→ DATA TO USE
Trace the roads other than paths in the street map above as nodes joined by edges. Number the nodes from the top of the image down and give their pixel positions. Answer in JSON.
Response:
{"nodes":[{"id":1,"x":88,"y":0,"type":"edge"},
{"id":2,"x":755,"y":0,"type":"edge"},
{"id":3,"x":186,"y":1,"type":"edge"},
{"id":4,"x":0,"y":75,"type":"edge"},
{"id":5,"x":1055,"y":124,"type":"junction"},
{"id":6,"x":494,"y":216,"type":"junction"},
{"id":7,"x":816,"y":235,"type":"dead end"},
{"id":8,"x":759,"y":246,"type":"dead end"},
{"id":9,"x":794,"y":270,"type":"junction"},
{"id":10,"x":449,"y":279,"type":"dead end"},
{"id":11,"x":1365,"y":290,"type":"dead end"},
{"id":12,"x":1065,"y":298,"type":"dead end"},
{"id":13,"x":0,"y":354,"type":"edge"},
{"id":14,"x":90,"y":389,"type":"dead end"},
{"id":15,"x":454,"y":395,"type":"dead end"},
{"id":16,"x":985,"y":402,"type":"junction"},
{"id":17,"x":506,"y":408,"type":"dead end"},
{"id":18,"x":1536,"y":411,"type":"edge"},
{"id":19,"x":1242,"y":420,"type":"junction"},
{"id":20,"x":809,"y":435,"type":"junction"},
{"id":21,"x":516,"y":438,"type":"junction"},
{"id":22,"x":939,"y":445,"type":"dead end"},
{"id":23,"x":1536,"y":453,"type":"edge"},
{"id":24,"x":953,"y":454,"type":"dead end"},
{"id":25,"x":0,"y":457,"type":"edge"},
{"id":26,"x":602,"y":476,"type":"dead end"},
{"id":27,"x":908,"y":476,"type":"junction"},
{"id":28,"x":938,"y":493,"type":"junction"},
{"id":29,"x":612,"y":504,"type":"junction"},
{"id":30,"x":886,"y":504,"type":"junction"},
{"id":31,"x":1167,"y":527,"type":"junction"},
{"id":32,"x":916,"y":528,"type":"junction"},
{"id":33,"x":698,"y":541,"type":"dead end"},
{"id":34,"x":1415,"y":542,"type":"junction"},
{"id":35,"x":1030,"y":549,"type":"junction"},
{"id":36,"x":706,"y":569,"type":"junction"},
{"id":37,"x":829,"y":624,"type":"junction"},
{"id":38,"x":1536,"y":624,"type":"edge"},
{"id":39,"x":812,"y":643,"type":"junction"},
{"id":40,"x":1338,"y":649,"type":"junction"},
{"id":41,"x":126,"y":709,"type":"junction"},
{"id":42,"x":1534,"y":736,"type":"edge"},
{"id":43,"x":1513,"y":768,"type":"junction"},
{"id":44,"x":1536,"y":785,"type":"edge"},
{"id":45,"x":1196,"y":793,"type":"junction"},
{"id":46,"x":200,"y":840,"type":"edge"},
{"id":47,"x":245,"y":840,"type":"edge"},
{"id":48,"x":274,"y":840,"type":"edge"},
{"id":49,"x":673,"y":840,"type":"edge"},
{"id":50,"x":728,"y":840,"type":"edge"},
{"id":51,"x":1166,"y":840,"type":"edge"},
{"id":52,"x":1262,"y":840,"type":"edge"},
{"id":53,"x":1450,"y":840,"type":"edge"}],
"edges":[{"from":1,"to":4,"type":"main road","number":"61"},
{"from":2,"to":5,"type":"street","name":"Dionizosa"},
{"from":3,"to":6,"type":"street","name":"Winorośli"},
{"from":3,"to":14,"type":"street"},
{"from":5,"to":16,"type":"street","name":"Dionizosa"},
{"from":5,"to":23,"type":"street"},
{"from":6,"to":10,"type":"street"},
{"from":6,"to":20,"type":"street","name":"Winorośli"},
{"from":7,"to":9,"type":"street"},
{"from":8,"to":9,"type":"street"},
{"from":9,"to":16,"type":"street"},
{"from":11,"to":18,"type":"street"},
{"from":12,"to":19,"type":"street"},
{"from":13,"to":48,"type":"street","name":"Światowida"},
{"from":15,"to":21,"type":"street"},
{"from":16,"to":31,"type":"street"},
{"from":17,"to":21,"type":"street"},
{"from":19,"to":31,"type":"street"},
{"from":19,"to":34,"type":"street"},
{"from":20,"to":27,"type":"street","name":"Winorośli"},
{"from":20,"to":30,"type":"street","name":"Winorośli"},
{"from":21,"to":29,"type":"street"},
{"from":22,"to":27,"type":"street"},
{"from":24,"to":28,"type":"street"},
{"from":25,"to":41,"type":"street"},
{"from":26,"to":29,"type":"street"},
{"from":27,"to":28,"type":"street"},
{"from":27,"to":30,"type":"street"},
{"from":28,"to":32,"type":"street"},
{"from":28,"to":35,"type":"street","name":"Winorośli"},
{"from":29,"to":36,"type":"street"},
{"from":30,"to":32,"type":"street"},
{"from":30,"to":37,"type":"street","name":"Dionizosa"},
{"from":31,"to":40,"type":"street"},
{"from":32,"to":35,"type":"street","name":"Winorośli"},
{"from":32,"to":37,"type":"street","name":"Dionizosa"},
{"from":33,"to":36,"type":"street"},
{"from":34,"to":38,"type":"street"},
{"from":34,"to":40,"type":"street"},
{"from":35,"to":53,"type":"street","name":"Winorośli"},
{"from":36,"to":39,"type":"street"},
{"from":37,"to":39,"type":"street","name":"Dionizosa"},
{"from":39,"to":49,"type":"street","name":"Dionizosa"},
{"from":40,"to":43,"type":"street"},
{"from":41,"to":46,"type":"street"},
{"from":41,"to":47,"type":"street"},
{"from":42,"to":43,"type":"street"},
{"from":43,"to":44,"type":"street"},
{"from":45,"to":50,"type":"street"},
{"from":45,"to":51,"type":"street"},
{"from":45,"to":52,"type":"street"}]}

→ PROBLEM TO WORK ON
All of the records should be repeated precisely as written.

→ RESPONSE FOR THIS EXERCISE
Trace the roads other than paths in the street map above as nodes joined by edges. Number the nodes from the top of the image down and give their pixel positions. Answer in JSON.
Response:
{"nodes":[{"id":1,"x":88,"y":0,"type":"edge"},
{"id":2,"x":755,"y":0,"type":"edge"},
{"id":3,"x":186,"y":1,"type":"edge"},
{"id":4,"x":0,"y":75,"type":"edge"},
{"id":5,"x":1055,"y":124,"type":"junction"},
{"id":6,"x":494,"y":216,"type":"junction"},
{"id":7,"x":816,"y":235,"type":"dead end"},
{"id":8,"x":759,"y":246,"type":"dead end"},
{"id":9,"x":794,"y":270,"type":"junction"},
{"id":10,"x":449,"y":279,"type":"dead end"},
{"id":11,"x":1365,"y":290,"type":"dead end"},
{"id":12,"x":1065,"y":298,"type":"dead end"},
{"id":13,"x":0,"y":354,"type":"edge"},
{"id":14,"x":90,"y":389,"type":"dead end"},
{"id":15,"x":454,"y":395,"type":"dead end"},
{"id":16,"x":985,"y":402,"type":"junction"},
{"id":17,"x":506,"y":408,"type":"dead end"},
{"id":18,"x":1536,"y":411,"type":"edge"},
{"id":19,"x":1242,"y":420,"type":"junction"},
{"id":20,"x":809,"y":435,"type":"junction"},
{"id":21,"x":516,"y":438,"type":"junction"},
{"id":22,"x":939,"y":445,"type":"dead end"},
{"id":23,"x":1536,"y":453,"type":"edge"},
{"id":24,"x":953,"y":454,"type":"dead end"},
{"id":25,"x":0,"y":457,"type":"edge"},
{"id":26,"x":602,"y":476,"type":"dead end"},
{"id":27,"x":908,"y":476,"type":"junction"},
{"id":28,"x":938,"y":493,"type":"junction"},
{"id":29,"x":612,"y":504,"type":"junction"},
{"id":30,"x":886,"y":504,"type":"junction"},
{"id":31,"x":1167,"y":527,"type":"junction"},
{"id":32,"x":916,"y":528,"type":"junction"},
{"id":33,"x":698,"y":541,"type":"dead end"},
{"id":34,"x":1415,"y":542,"type":"junction"},
{"id":35,"x":1030,"y":549,"type":"junction"},
{"id":36,"x":706,"y":569,"type":"junction"},
{"id":37,"x":829,"y":624,"type":"junction"},
{"id":38,"x":1536,"y":624,"type":"edge"},
{"id":39,"x":812,"y":643,"type":"junction"},
{"id":40,"x":1338,"y":649,"type":"junction"},
{"id":41,"x":126,"y":709,"type":"junction"},
{"id":42,"x":1534,"y":736,"type":"edge"},
{"id":43,"x":1513,"y":768,"type":"junction"},
{"id":44,"x":1536,"y":785,"type":"edge"},
{"id":45,"x":1196,"y":793,"type":"junction"},
{"id":46,"x":200,"y":840,"type":"edge"},
{"id":47,"x":245,"y":840,"type":"edge"},
{"id":48,"x":274,"y":840,"type":"edge"},
{"id":49,"x":673,"y":840,"type":"edge"},
{"id":50,"x":728,"y":840,"type":"edge"},
{"id":51,"x":1166,"y":840,"type":"edge"},
{"id":52,"x":1262,"y":840,"type":"edge"},
{"id":53,"x":1450,"y":840,"type":"edge"}],
"edges":[{"from":1,"to":4,"type":"main road","number":"61"},
{"from":2,"to":5,"type":"street","name":"Dionizosa"},
{"from":3,"to":6,"type":"street","name":"Winorośli"},
{"from":3,"to":14,"type":"street"},
{"from":5,"to":16,"type":"street","name":"Dionizosa"},
{"from":5,"to":23,"type":"street"},
{"from":6,"to":10,"type":"street"},
{"from":6,"to":20,"type":"street","name":"Winorośli"},
{"from":7,"to":9,"type":"street"},
{"from":8,"to":9,"type":"street"},
{"from":9,"to":16,"type":"street"},
{"from":11,"to":18,"type":"street"},
{"from":12,"to":19,"type":"street"},
{"from":13,"to":48,"type":"street","name":"Światowida"},
{"from":15,"to":21,"type":"street"},
{"from":16,"to":31,"type":"street"},
{"from":17,"to":21,"type":"street"},
{"from":19,"to":31,"type":"street"},
{"from":19,"to":34,"type":"street"},
{"from":20,"to":27,"type":"street","name":"Winorośli"},
{"from":20,"to":30,"type":"street","name":"Winorośli"},
{"from":21,"to":29,"type":"street"},
{"from":22,"to":27,"type":"street"},
{"from":24,"to":28,"type":"street"},
{"from":25,"to":41,"type":"street"},
{"from":26,"to":29,"type":"street"},
{"from":27,"to":28,"type":"street"},
{"from":27,"to":30,"type":"street"},
{"from":28,"to":32,"type":"street"},
{"from":28,"to":35,"type":"street","name":"Winorośli"},
{"from":29,"to":36,"type":"street"},
{"from":30,"to":32,"type":"street"},
{"from":30,"to":37,"type":"street","name":"Dionizosa"},
{"from":31,"to":40,"type":"street"},
{"from":32,"to":35,"type":"street","name":"Winorośli"},
{"from":32,"to":37,"type":"street","name":"Dionizosa"},
{"from":33,"to":36,"type":"street"},
{"from":34,"to":38,"type":"street"},
{"from":34,"to":40,"type":"street"},
{"from":35,"to":53,"type":"street","name":"Winorośli"},
{"from":36,"to":39,"type":"street"},
{"from":37,"to":39,"type":"street","name":"Dionizosa"},
{"from":39,"to":49,"type":"street","name":"Dionizosa"},
{"from":40,"to":43,"type":"street"},
{"from":41,"to":46,"type":"street"},
{"from":41,"to":47,"type":"street"},
{"from":42,"to":43,"type":"street"},
{"from":43,"to":44,"type":"street"},
{"from":45,"to":50,"type":"street"},
{"from":45,"to":51,"type":"street"},
{"from":45,"to":52,"type":"street"}]}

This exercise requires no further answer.